***** Information shown

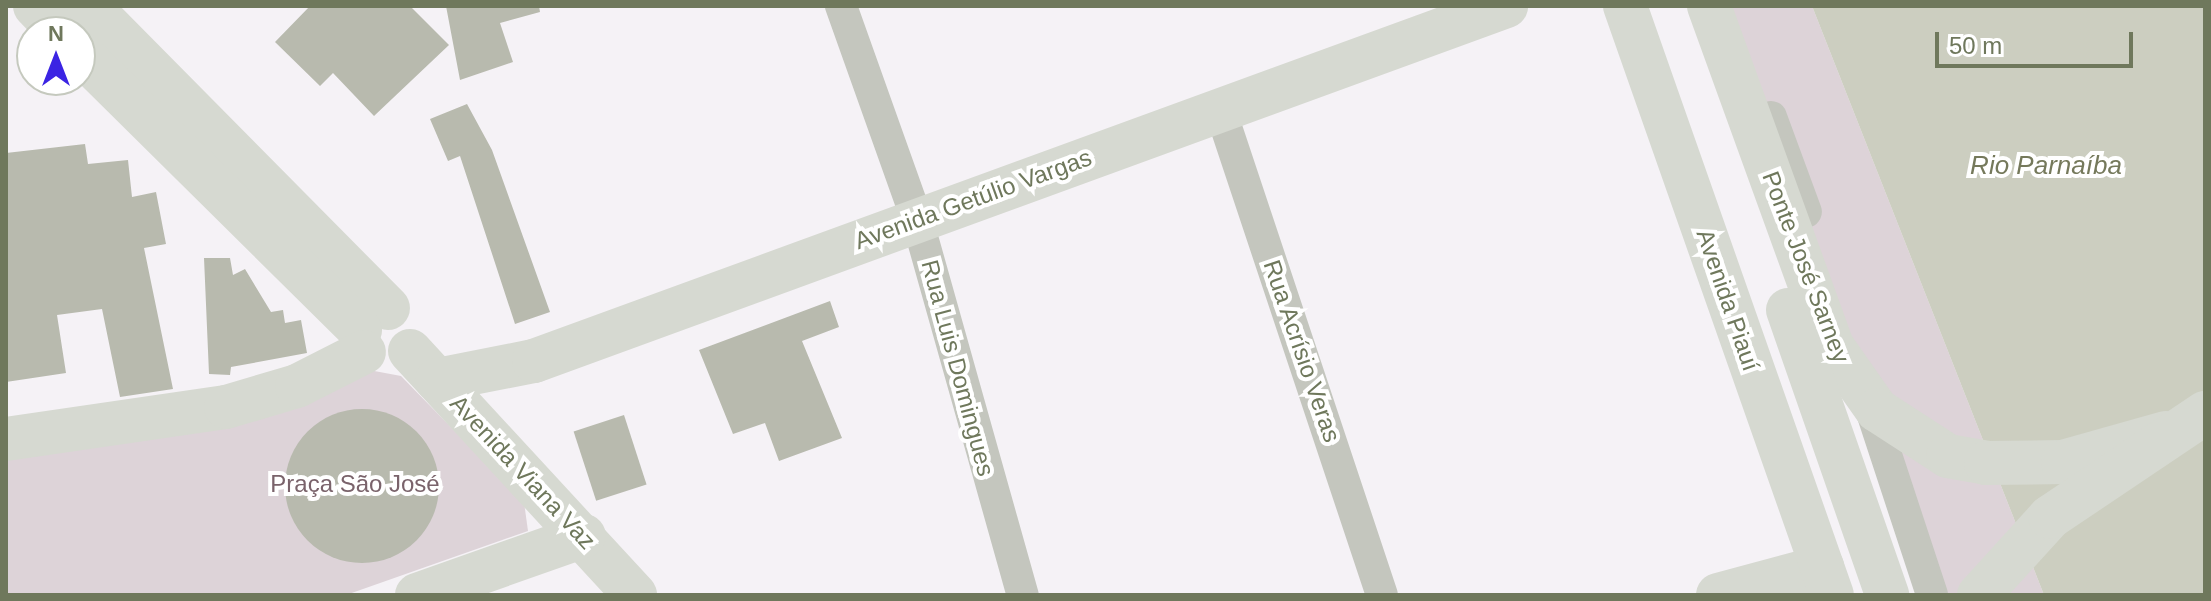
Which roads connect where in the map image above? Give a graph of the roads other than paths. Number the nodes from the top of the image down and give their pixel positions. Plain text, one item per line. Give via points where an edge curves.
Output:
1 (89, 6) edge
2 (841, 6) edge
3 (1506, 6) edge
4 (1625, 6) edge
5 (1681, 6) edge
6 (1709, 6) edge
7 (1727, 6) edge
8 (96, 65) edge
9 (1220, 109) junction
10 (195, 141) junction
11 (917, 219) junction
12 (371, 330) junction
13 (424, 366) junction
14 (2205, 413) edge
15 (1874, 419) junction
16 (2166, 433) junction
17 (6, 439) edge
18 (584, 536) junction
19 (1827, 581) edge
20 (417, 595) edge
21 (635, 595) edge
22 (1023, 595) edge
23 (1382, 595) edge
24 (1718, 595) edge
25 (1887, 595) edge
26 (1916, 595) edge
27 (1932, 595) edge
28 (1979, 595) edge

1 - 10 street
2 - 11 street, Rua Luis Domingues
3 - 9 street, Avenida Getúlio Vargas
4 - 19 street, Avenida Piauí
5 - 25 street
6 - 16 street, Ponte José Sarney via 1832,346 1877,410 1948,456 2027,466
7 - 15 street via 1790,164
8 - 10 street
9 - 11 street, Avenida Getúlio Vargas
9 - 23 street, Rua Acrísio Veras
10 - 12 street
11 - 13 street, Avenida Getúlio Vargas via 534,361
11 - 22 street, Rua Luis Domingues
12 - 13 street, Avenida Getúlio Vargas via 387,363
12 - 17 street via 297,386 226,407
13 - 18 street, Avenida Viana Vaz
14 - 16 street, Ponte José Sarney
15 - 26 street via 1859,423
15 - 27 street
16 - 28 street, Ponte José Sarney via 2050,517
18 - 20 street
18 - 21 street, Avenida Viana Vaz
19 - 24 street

**********
***** Information shown

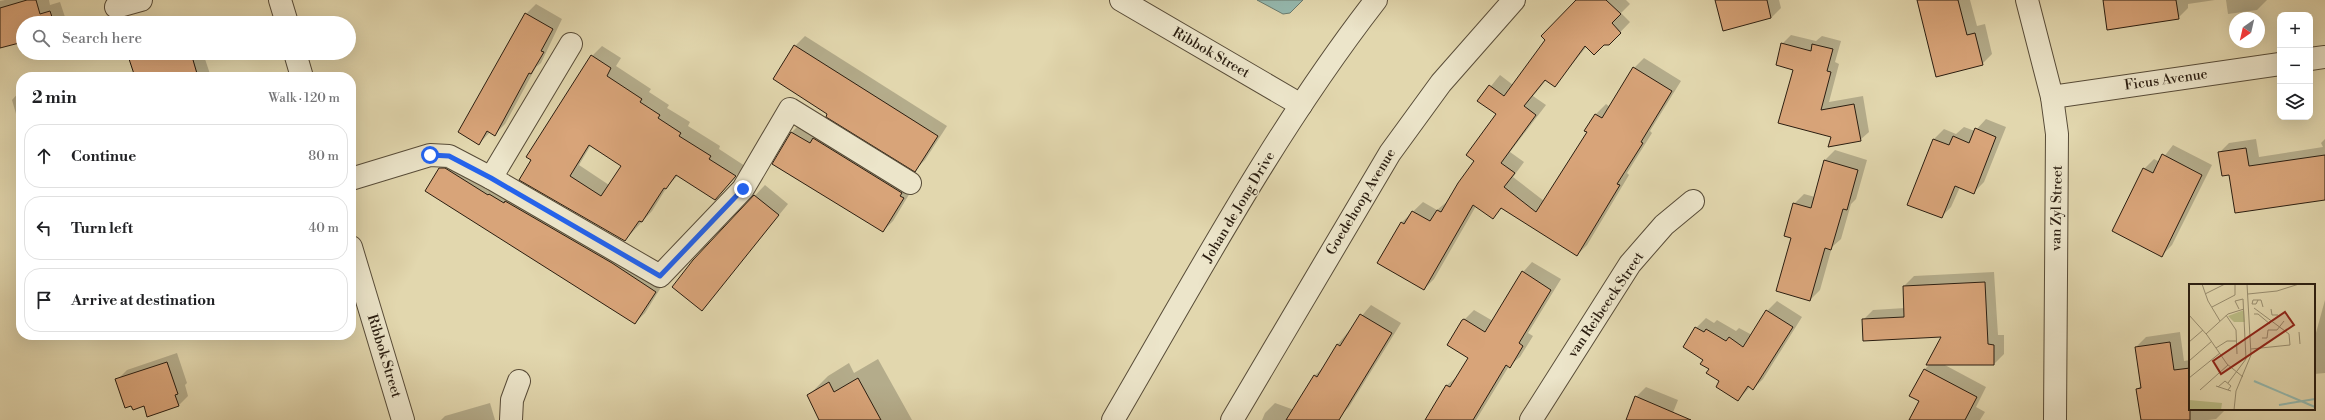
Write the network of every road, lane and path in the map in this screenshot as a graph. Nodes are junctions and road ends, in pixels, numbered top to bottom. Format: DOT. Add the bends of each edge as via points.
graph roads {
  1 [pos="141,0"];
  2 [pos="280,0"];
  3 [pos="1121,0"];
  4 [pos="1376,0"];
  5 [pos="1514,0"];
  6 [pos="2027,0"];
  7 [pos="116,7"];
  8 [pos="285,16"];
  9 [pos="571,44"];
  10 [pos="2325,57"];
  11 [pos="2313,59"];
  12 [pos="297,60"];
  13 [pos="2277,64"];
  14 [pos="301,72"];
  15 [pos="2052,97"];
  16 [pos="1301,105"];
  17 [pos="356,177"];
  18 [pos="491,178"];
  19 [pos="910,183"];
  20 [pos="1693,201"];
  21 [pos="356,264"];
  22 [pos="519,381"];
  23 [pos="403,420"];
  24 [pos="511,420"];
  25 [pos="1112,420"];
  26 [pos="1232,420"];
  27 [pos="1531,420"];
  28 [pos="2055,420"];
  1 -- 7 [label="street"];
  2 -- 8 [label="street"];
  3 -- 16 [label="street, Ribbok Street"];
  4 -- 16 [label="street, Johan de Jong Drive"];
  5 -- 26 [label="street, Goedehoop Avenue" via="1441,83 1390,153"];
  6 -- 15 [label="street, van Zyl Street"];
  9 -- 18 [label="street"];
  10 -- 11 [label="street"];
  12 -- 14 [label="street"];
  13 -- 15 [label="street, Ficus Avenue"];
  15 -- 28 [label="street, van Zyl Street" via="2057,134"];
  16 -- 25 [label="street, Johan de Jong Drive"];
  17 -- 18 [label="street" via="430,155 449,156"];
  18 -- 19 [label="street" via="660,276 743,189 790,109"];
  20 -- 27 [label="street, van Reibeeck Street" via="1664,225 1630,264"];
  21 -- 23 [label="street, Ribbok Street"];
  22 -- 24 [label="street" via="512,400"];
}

**********

### Your task
Your answer must be the count of lines in the data that contain "Sarney", with no added words.

### Answer space
3